STONINGTON — For the better part of the past decade, Seth Wakeman had served as the face of the Quiambaug Fire District while his wife, Joanna, provided support behind the scenes. Members of the agency are now mourning the sudden loss of the couple, which Quiambaug Fire District President John Garbarino called a "true tragedy for our community."
"I've known Seth for 45 years. He was one of those guys in the community who was literally connected to everything," said Garbarino, known more commonly by his nickname "Jack," during a phone interview Monday. "He was always dedicated to serving the town. This is a tough loss."
Seth Wakeman, 88, and Joanna Wakeman, 78, both of Montauk Avenue, suffered fatal injuries on Saturday night when they were struck by an alleged drunk driver while attempting to cross Greenmanville Avenue in Mystic. Police identified the two as the victims on Monday.
According to a police report, the two had just finished dinner at Latitude 41 Restaurant around 8 p.m. Saturday and were walking back to their car when they were hit by Carol M. Belli, 73, of Groton, as she was driving north.
Both were taken to Lawrence+Memorial Hospital in New London, where they were pronounced dead. Police said Belli, who remained on the scene after hitting the couple, showed signs of intoxication and was later charged with driving under the influence.
She was released on a $600 bond, according to police, and is expected to appear in New London Superior Court for arraignment on March 20. Police said the investigation remains active.
For those in the Quiambaug area, the couple's death marked the end of an era.
"There wasn't a person with a bad word to say about him — about either of them," said Garbarino said. "They were a perfect match, super people who loved the town and just loved life in general."
Theresa Hersh, public information officer for the Quiambaug Volunteer Fire Department, said Monday that Wakeman was always supportive of the department, its members and their needs in order to keep the community safe. Wakeman was a past president and the current vice president of the district's board of directors, a former fire policeman with the volunteer agency, and a longtime member of the Rotary Club of Mystic.
But his efforts and support often extended beyond the district to all volunteers in town said Hersh, who also serves as a member of the Stonington Police Department, Stonington Ambulance and assistant chief of the Stonington Borough Fire Department.
"Seth had a difficult job, balancing the needs of the community against those of the residents who fund our agency," she said. "He was always supportive of us and always willing to listen. If there was a true need, he'd find a way to make it happen."
Garbarino still recalls when he first met Wakeman, a chance encounter that began in 1973 when the two were bankers and began talking about their careers. Garbarino had just opened a branch of Union Trust, while Wakeman was working with Hartford National. He described Seth as a calm, level-headed man who was an avid fisherman and lobsterman in his spare time.

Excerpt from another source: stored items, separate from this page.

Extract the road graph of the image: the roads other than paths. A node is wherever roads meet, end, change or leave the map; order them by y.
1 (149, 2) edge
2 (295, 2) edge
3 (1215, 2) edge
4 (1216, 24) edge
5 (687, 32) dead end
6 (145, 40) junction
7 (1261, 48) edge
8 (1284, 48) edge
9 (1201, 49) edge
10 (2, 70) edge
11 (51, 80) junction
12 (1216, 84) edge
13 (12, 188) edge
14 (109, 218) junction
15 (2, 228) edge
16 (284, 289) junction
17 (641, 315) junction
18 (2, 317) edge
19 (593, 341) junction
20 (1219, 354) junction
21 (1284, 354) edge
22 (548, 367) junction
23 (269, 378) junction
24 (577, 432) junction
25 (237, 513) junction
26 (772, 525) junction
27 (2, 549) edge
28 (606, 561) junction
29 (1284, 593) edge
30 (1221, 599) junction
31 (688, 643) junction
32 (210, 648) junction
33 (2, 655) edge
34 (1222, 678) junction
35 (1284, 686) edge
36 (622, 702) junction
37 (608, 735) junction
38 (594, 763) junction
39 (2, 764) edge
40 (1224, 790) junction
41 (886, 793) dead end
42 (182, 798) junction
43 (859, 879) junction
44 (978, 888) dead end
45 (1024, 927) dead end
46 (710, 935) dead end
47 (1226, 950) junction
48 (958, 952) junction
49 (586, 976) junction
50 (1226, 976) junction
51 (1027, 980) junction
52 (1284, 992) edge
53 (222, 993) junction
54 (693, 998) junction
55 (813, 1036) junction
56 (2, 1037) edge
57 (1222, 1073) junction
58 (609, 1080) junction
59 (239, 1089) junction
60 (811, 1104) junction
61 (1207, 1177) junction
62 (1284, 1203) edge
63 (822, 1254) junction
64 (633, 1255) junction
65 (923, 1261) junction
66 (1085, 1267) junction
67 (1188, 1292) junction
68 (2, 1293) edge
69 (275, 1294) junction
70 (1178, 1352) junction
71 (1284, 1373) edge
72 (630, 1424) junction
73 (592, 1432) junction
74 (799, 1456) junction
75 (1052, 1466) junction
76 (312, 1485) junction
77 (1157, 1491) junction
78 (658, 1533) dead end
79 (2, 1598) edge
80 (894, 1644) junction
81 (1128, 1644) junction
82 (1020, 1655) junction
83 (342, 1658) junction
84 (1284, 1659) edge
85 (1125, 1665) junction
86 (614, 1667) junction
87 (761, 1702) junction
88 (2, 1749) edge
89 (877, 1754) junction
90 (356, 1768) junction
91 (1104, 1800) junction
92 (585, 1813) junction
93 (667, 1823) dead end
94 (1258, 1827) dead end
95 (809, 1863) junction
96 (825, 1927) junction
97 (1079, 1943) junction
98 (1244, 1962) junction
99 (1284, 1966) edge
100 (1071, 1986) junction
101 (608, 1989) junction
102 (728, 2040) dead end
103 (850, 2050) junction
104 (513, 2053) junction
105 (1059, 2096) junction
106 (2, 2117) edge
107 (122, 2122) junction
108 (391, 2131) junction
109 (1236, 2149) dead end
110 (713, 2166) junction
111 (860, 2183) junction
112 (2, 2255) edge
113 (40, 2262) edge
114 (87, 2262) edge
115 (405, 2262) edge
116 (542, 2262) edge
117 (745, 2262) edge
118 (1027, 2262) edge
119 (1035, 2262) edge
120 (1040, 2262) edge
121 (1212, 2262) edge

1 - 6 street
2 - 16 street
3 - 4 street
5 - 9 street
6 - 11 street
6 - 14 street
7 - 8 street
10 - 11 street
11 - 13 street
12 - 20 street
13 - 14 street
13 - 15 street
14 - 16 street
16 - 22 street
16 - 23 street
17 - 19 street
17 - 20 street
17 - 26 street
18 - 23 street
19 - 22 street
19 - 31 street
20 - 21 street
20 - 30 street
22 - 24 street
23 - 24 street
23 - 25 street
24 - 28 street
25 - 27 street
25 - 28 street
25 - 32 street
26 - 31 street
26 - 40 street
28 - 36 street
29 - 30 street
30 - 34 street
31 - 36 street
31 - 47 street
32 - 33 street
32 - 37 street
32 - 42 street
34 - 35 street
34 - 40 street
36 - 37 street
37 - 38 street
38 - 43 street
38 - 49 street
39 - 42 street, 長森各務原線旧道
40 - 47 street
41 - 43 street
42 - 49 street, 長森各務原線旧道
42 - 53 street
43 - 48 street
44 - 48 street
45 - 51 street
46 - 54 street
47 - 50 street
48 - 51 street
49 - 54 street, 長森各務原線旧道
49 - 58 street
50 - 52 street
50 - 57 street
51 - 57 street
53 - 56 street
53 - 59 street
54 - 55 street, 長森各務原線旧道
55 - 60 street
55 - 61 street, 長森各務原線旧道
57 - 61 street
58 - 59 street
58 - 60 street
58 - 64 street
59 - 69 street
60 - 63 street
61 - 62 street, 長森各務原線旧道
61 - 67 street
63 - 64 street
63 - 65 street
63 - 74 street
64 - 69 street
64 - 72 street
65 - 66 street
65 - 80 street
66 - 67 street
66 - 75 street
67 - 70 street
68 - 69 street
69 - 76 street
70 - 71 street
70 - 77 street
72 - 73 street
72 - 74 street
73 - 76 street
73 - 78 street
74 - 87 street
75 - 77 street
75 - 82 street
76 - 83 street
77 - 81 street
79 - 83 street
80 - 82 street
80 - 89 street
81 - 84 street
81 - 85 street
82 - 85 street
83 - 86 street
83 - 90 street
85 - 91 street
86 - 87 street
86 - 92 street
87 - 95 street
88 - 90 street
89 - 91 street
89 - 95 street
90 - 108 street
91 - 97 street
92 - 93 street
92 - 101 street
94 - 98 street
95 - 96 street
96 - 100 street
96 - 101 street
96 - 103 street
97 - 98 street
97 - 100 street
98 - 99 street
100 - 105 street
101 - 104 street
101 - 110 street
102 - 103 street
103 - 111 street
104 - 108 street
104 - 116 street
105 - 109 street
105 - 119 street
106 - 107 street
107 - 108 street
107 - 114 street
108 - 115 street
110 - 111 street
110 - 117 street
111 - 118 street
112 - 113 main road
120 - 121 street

The two bonded almost immediately, he said, and soon became weekly participants at the Rotary Club luncheons, volunteering on a variety of fundraising projects throughout the community. They stayed in touch over the years, even when Seth and Joanna retired briefly to a home in Martha's Vineyard after his retirement — a summer home they kept that had some famous neighbors, including actor Ted Danson.
They came back to town about 15 years ago, Garbarino said, and Wakeman immediately resumed his service to the community, joining the fire department and fire district. In fact, it was a call from Wakeman that led Garbarino to join the board nearly a decade ago.
"I had a pretty good idea what he was trying to do," said Garbarino, joking that Wakeman was setting up to pass the torch to him. "With Seth, you just couldn't say no."
Hersh said members of the department have already begun looking for ways to honor him, noting that discussions between board members and volunteers have begun to name a new fire engine-tanker truck combination apparatus in his honor. She said Wakeman was essential in helping secure funding for the apparatus, which will be custom built and delivered to the agency within the next year.
As for moving on, Garbarino said it would be hard and those who knew the couple would never forget them.
"It's a real shock. To think this could happen, it's not something you really ever expect," Garbarino said. "He was a friend, a true friend, for almost 45 years. You just don't find people like that every day."